Every line containing the string "thumb" is to be copied from the records.
BEGIN Task inputs
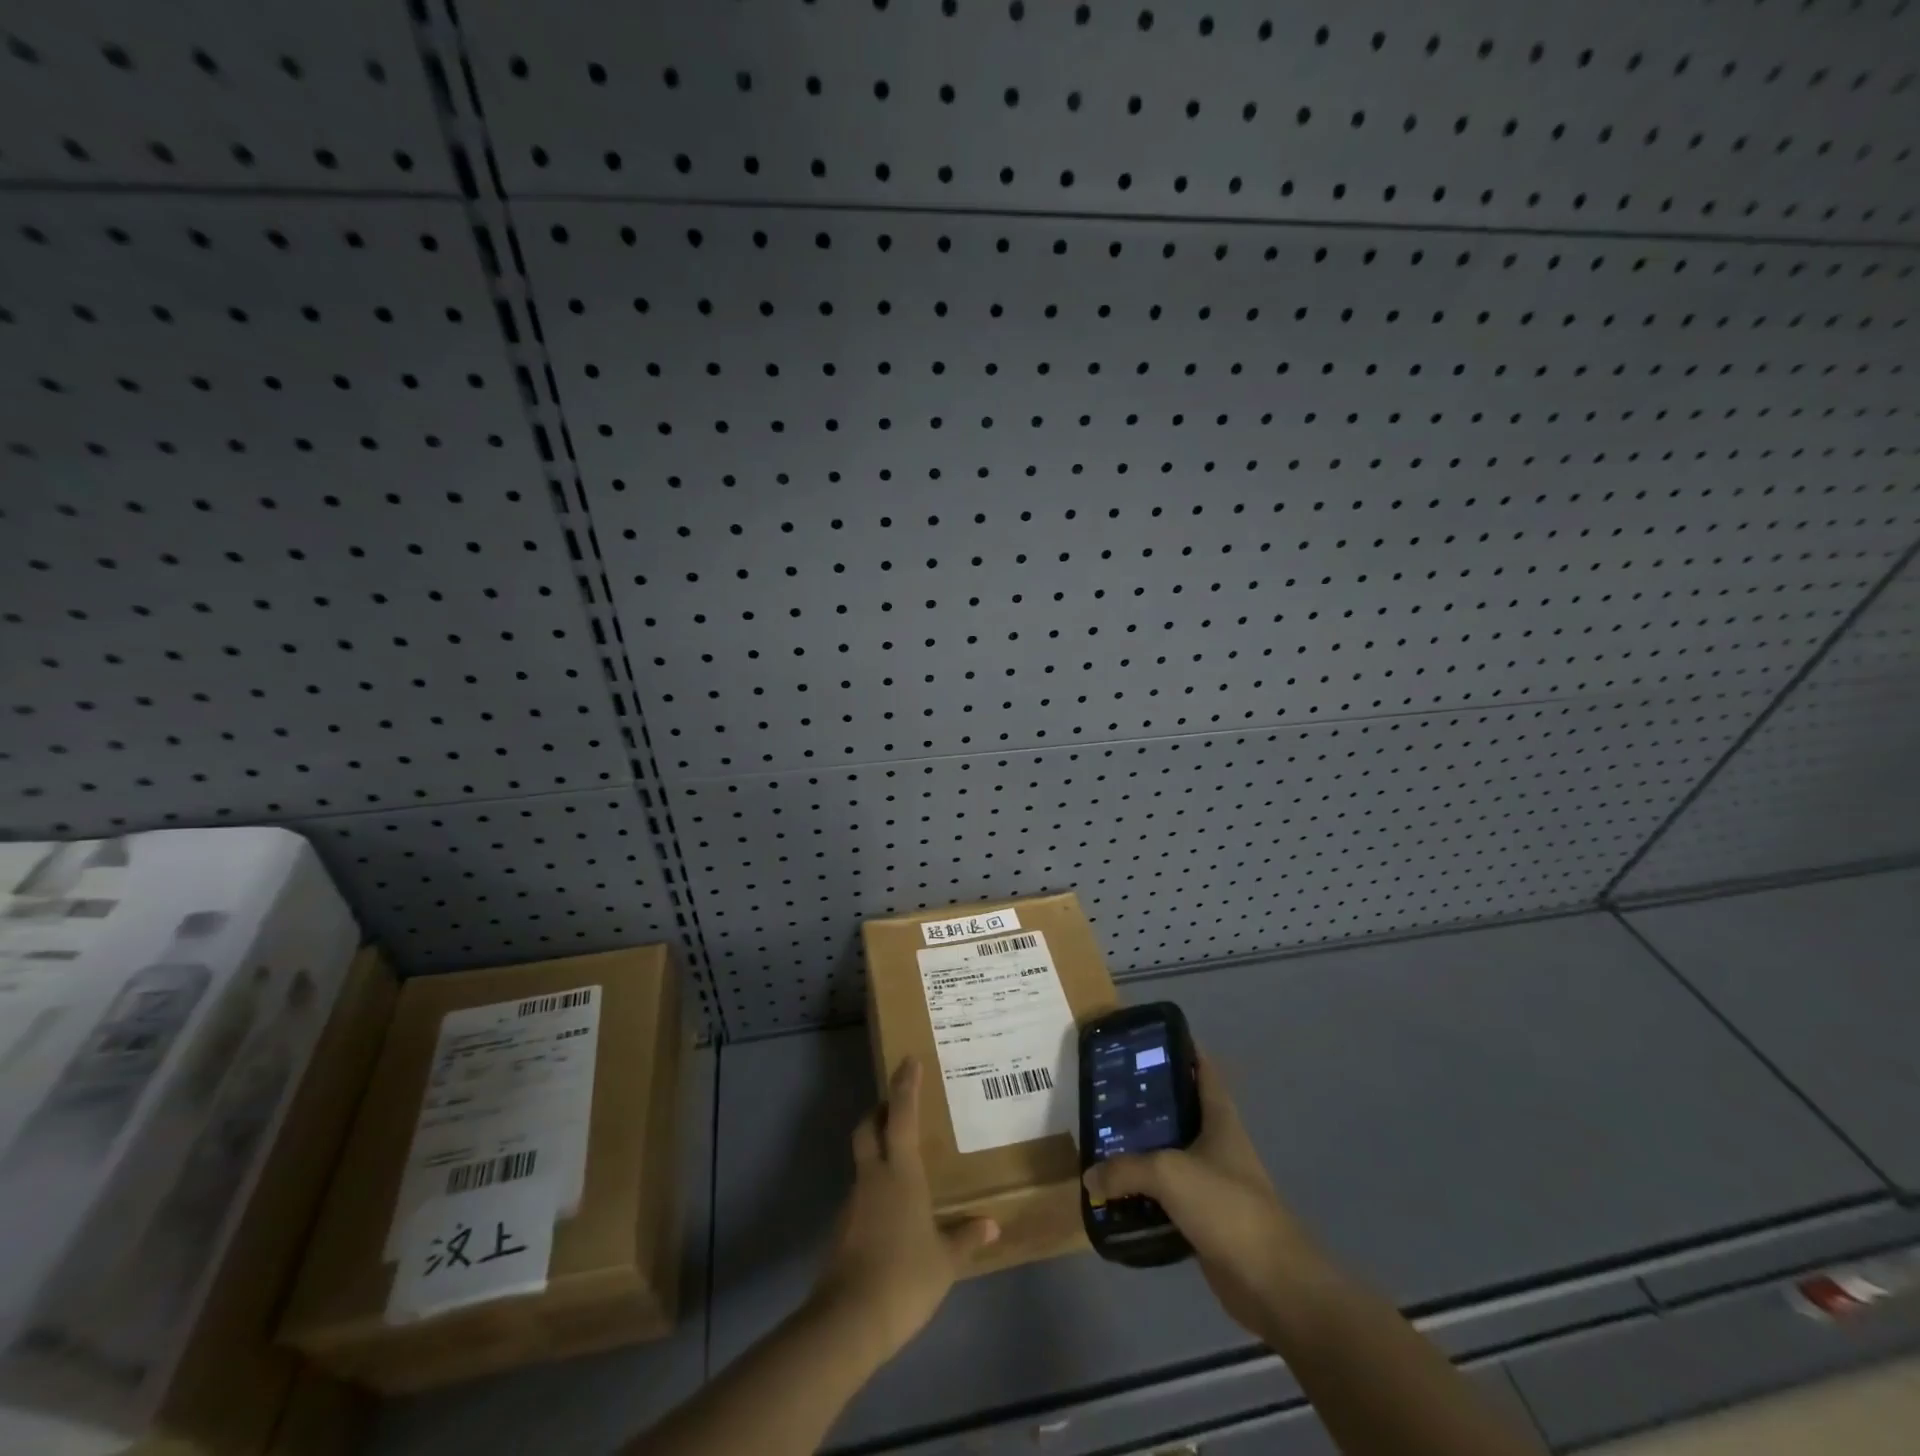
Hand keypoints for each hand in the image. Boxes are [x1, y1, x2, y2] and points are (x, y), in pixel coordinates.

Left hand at [809, 1057, 998, 1362]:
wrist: (849, 1320)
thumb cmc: (904, 1278)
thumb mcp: (945, 1261)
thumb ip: (966, 1237)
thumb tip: (992, 1224)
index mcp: (900, 1173)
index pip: (902, 1115)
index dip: (905, 1085)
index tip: (908, 1060)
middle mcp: (873, 1176)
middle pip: (869, 1127)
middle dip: (880, 1110)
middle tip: (897, 1107)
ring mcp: (854, 1201)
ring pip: (863, 1159)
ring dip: (877, 1149)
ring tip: (902, 1161)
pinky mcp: (843, 1227)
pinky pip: (861, 1192)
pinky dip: (874, 1186)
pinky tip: (891, 1209)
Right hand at [1083, 1054, 1333, 1343]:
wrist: (1271, 1282)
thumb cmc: (1226, 1206)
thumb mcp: (1168, 1173)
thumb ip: (1125, 1170)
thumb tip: (1090, 1177)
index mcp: (1219, 1118)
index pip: (1203, 1069)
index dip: (1180, 1049)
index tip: (1145, 1041)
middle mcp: (1217, 1143)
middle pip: (1180, 1110)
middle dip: (1147, 1102)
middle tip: (1108, 1093)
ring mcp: (1213, 1182)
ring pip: (1172, 1154)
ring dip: (1142, 1150)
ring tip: (1103, 1140)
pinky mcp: (1206, 1219)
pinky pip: (1169, 1197)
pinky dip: (1146, 1194)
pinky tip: (1118, 1193)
END Task inputs
§ Reply
thumb cmc: (904, 1278)
thumb mcp: (945, 1261)
thumb ip: (966, 1237)
thumb tip: (992, 1224)
thumb cmc: (1226, 1206)
thumb mcp: (1168, 1173)
thumb ip: (1125, 1170)
thumb tip: (1090, 1177)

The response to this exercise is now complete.